Fig. 2.

Ryr1^AG/AG show defects in calcium dynamics. (A, B) Representative recordings of myoplasmic Ca²⁺ transients elicited by 50-ms depolarizations from −50 mV to the indicated test potentials for locomotor normal myotubes (A; Ryr1^{+/ +}) and Ryr1^AG/AG myotubes (B). (C) Comparison of ΔF−V relationships for normal myotubes (light gray circles; n=4), and Ryr1^AG/AG myotubes (dark gray circles; n=7). (D) Fraction of myotubes that contract in response to a 100 V, 10 ms electrical stimulus for normal myotubes (light gray bar), Ryr1^AG/AG myotubes (dark gray bar, 0%), and Ryr1^AG/AG myotubes transfected with RyR1-YFP (white bar). (E) Representative changes in Fluo-3 AM fluorescence in response to application of 4-chloro-m-cresol (4-CmC; 0.5 mM) elicited in a normal myotube (left) and Ryr1^AG/AG myotube (right).
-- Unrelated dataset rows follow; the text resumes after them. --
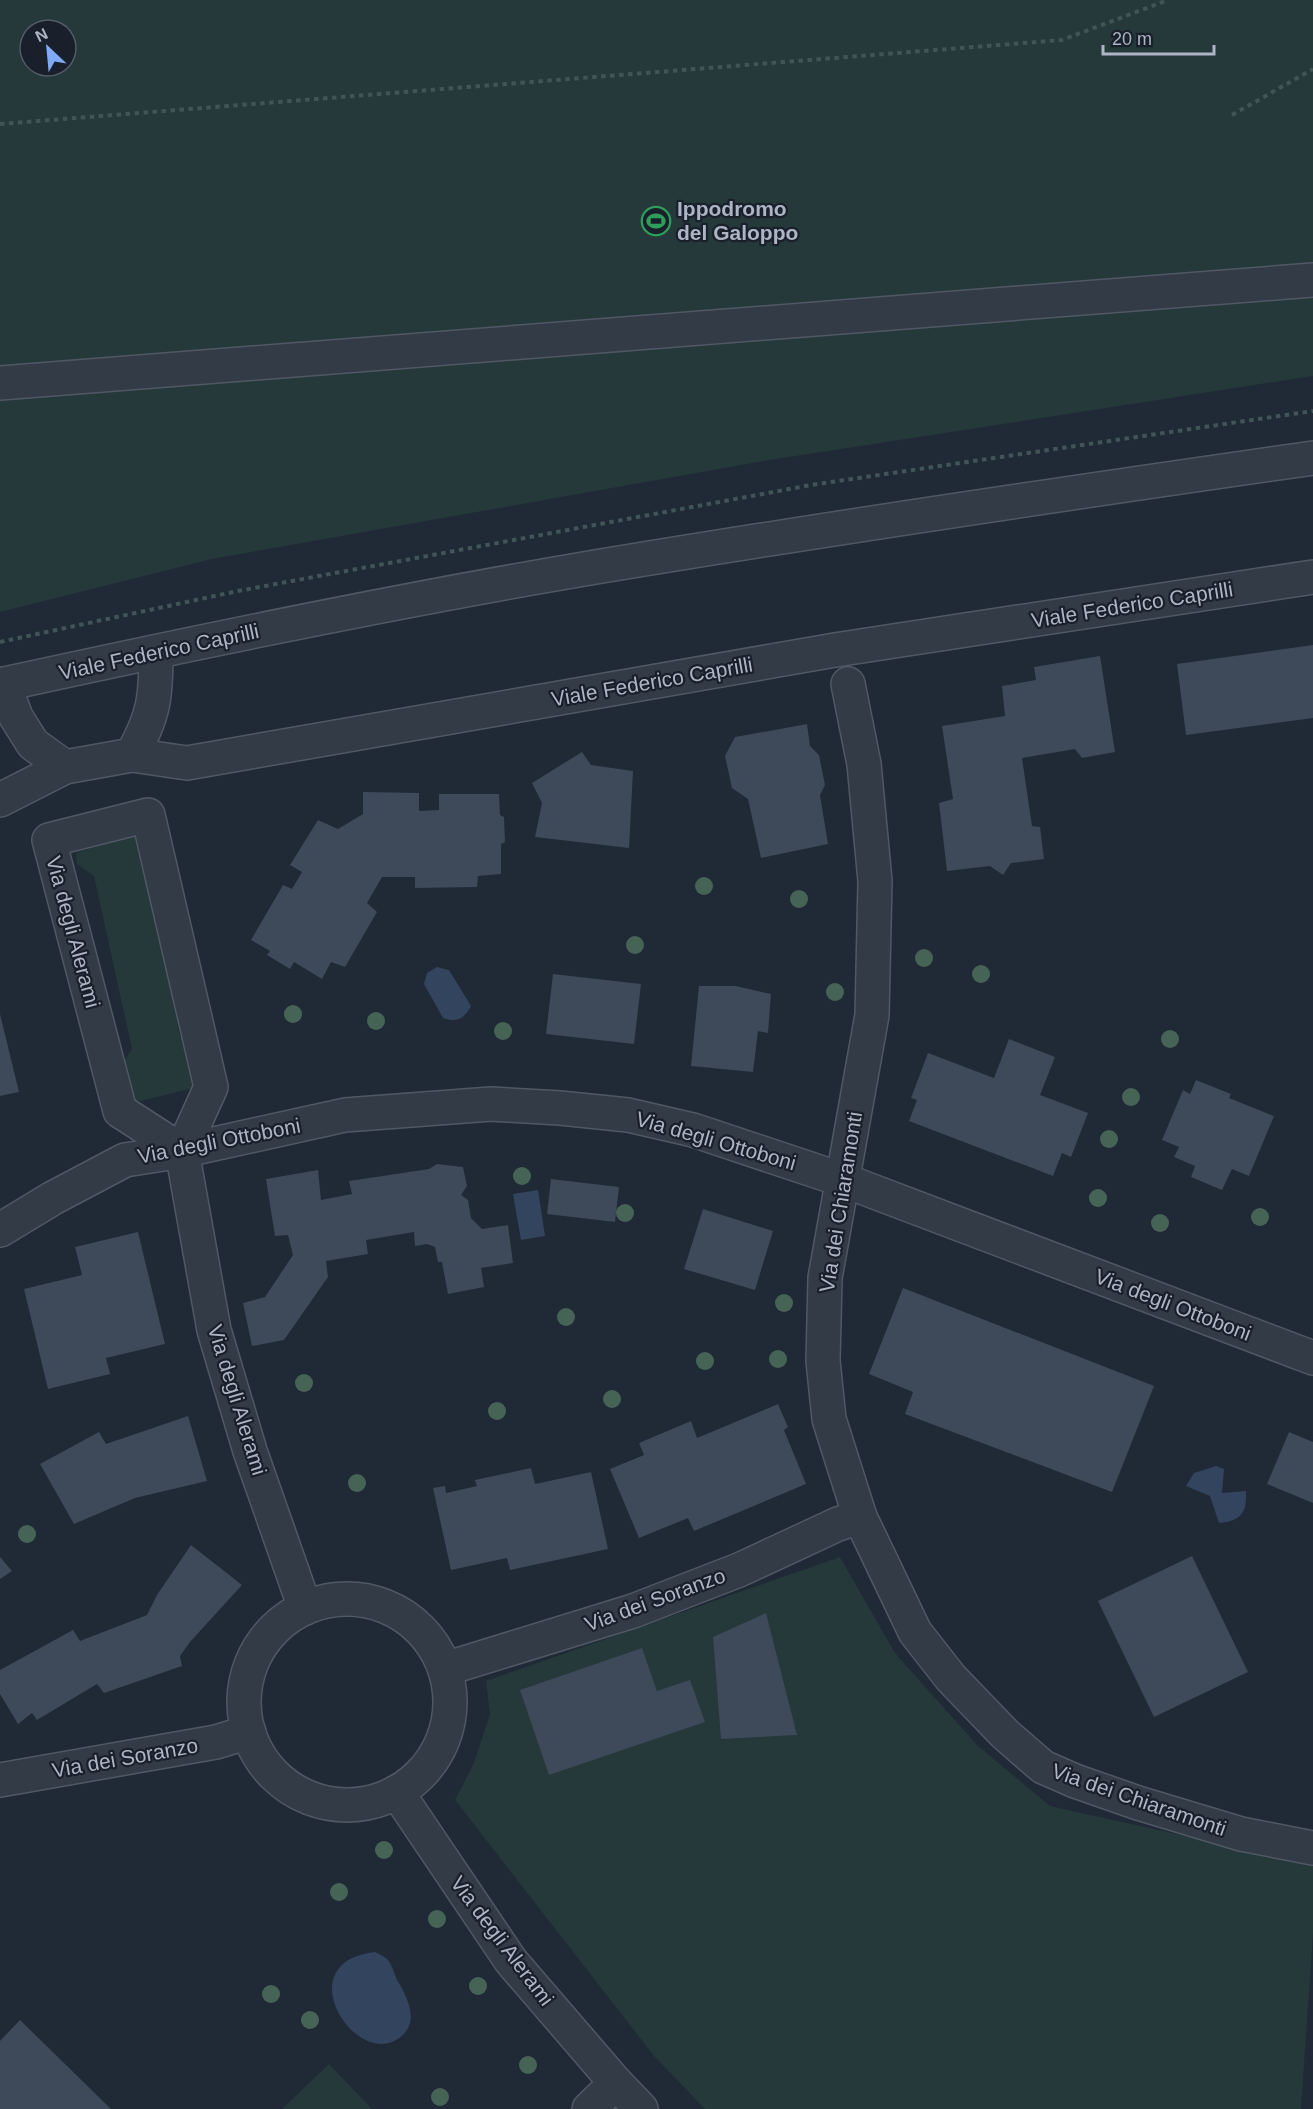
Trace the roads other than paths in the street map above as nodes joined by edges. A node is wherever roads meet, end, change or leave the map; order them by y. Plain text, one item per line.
1 (1313, 280) edge
2 (0, 383) edge
3 (1313, 458) edge
4 (1313, 577) edge
5 (156, 652) junction
6 (2, 684) edge
7 (848, 684) dead end
8 (132, 755) junction
9 (65, 767) junction
10 (0, 800) edge
11 (182, 1150) junction
12 (843, 1180) junction
13 (0, 1230) edge
14 (1313, 1358) edge
15 (860, 1517) junction
16 (305, 1608) junction
17 (445, 1669) junction
18 (249, 1732) junction
19 (0, 1780) edge
20 (397, 1792) junction
21 (1313, 1848) edge
22 (616, 2083) junction
23 (589, 2109) edge
24 (641, 2109) edge

1 - 2 street
3 - 5 street, Viale Federico Caprilli
4 - 8 street, Viale Federico Caprilli
5 - 6 street, Viale Federico Caprilli
5 - 8 street
6 - 9 street
7 - 12 street, Via dei Chiaramonti
8 - 9 street, Viale Federico Caprilli
9 - 10 street, Viale Federico Caprilli
11 - 11 street, Via degli Alerami
11 - 12 street, Via degli Ottoboni
11 - 13 street, Via degli Ottoboni
11 - 16 street, Via degli Alerami
12 - 14 street, Via degli Ottoboni
12 - 15 street, Via dei Chiaramonti
15 - 17 street, Via dei Soranzo
15 - 21 street, Via dei Chiaramonti
16 - 17 street
16 - 18 street
17 - 20 street
18 - 19 street, Via dei Soranzo
18 - 20 street
20 - 22 street, Via degli Alerami
22 - 23 street
22 - 24 street, Via degli Alerami

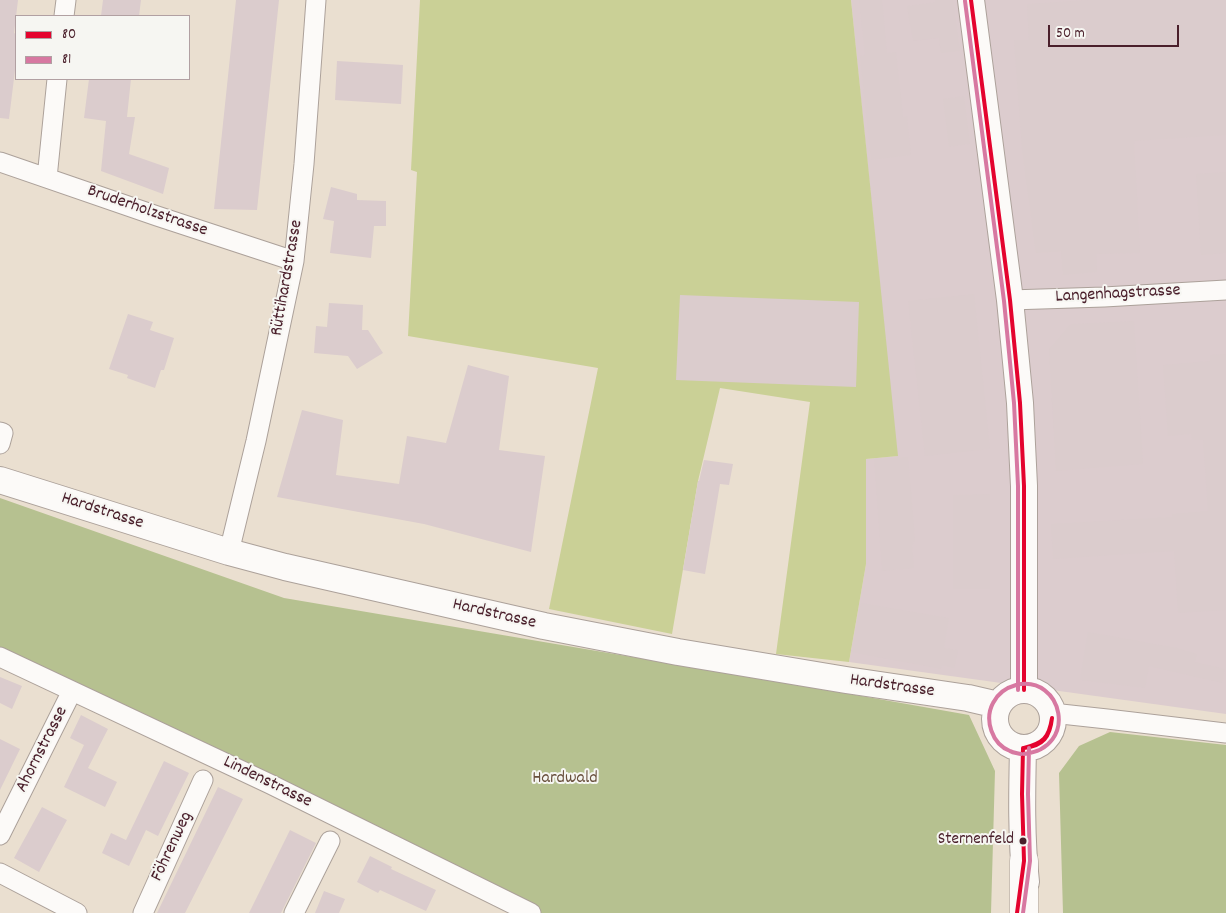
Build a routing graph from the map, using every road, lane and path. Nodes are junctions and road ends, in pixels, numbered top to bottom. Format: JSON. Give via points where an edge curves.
{"nodes":[{"id":1,"x":66,"y":0,"type":"edge"},
{"id":2,"x":316,"y":0,"type":"edge"},
{"id":3,"x":971,"y":0,"type":"edge"},
{"id":4,"x":64,"y":15,"type":"edge"},
{"id":5,"x":57,"y":80,"type":"edge"},
{"id":6,"x":0,"y":162,"type":"edge"},
{"id":7,"x":47,"y":178,"type":"junction"},
{"id":8,"x":294,"y":261,"type":"junction"},
{"id":9,"x":1226,"y":290,"type":"edge"},
{"id":10,"x":1010,"y":300,"type":"junction"},
{"id":11,"x":0,"y":432,"type":"edge"},
{"id":12,"x":0,"y":444,"type":"edge"},
{"id":13,"x":0,"y":480,"type":"edge"},
{"id":14,"x":229,"y":552,"type":"junction"},
{"id":15,"x":0,"y":657,"type":"edge"},
{"id":16,"x":1024,"y":690,"type":"junction"},
{"id":17,"x":72,"y":691,"type":"junction"},
{"id":18,"x":998,"y":705,"type":"junction"},
{"id":19,"x":1052,"y":713,"type":"junction"},
{"id":20,"x":1226,"y":733,"type":"edge"},
{"id":21,"x":1023,"y":748,"type":"junction"},
{"id":22,"x":203,"y":780,"type":"dead end"},
{"id":23,"x":0,"y":835,"type":"edge"},
{"id":24,"x":330,"y":841,"type":"dead end"},
{"id":25,"x":1024,"y":861,"type":"junction"},
{"id":26,"x":0,"y":873,"type":"edge"},
{"id":27,"x":77,"y":913,"type":"edge"},
{"id":28,"x":143,"y":913,"type":"edge"},
{"id":29,"x":294,"y":913,"type":"edge"},
{"id":30,"x":531,"y":913,"type":"edge"},
{"id":31,"x":1017,"y":913,"type":"edge"},
{"id":32,"x":1024,"y":913,"type":"edge"},
{"id":33,"x":1030,"y":913,"type":"edge"}],
"edges":[{"from":1,"to":4,"type":"street"},
{"from":2,"to":8,"type":"street","name":"Rüttihardstrasse"},
{"from":3,"to":10,"type":"street"},
{"from":5,"to":7,"type":"street"},
{"from":6,"to":7,"type":"street","name":"Bruderholzstrasse"},
{"from":7,"to":8,"type":"street","name":"Bruderholzstrasse"},
{"from":8,"to":14,"type":"street","name":"Rüttihardstrasse"},
{"from":9,"to":10,"type":"street","name":"Langenhagstrasse"},
{"from":10,"to":16,"type":"street","via":[[1024,486]]},
{"from":11,"to":12,"type":"street","via":[[4,433]]},
{"from":13,"to":14,"type":"street","name":"Hardstrasse"},
{"from":14,"to":18,"type":"street","name":"Hardstrasse","via":[[544,626],[687,654]]},
{"from":15,"to":17,"type":"street","name":"Lindenstrasse"},
{"from":16,"to":18,"type":"street","via":[[1009,694]]},
{"from":16,"to":19,"type":"street","via":[[1039,694]]},
{"from":17,"to":23,"type":"street","name":"Ahornstrasse"},
{"from":17,"to":30,"type":"street","name":"Lindenstrasse"},
{"from":18,"to":21,"type":"street","via":[[995,722],[1001,737]]},
{"from":19,"to":20,"type":"street"},
{"from":19,"to":21,"type":"street","via":[[1048,735],[1037,744]]},
{"from":21,"to":25,"type":"street"},
{"from":22,"to":28,"type":"street","name":"Föhrenweg"},
{"from":24,"to":29,"type":"street"},
{"from":25,"to":31,"type":"street"},
{"from":25,"to":32,"type":"highway"},
{"from":25,"to":33,"type":"street"},
{"from":26,"to":27,"type":"street"}]}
Arrows indicate time of 4-CmC applications. (F) Half-rise times of Ca²⁺ transients in response to 4-CmC for normal (light gray bar), and Ryr1^AG/AG (dark gray bar) myotubes compared to Ryr1^−/− (black bar). Error bars represent ± SEM. Asterisks indicate a significant difference (p=0.006; t-test). For each group in (D) and (F), the total number of myotubes tested is indicated above each bar.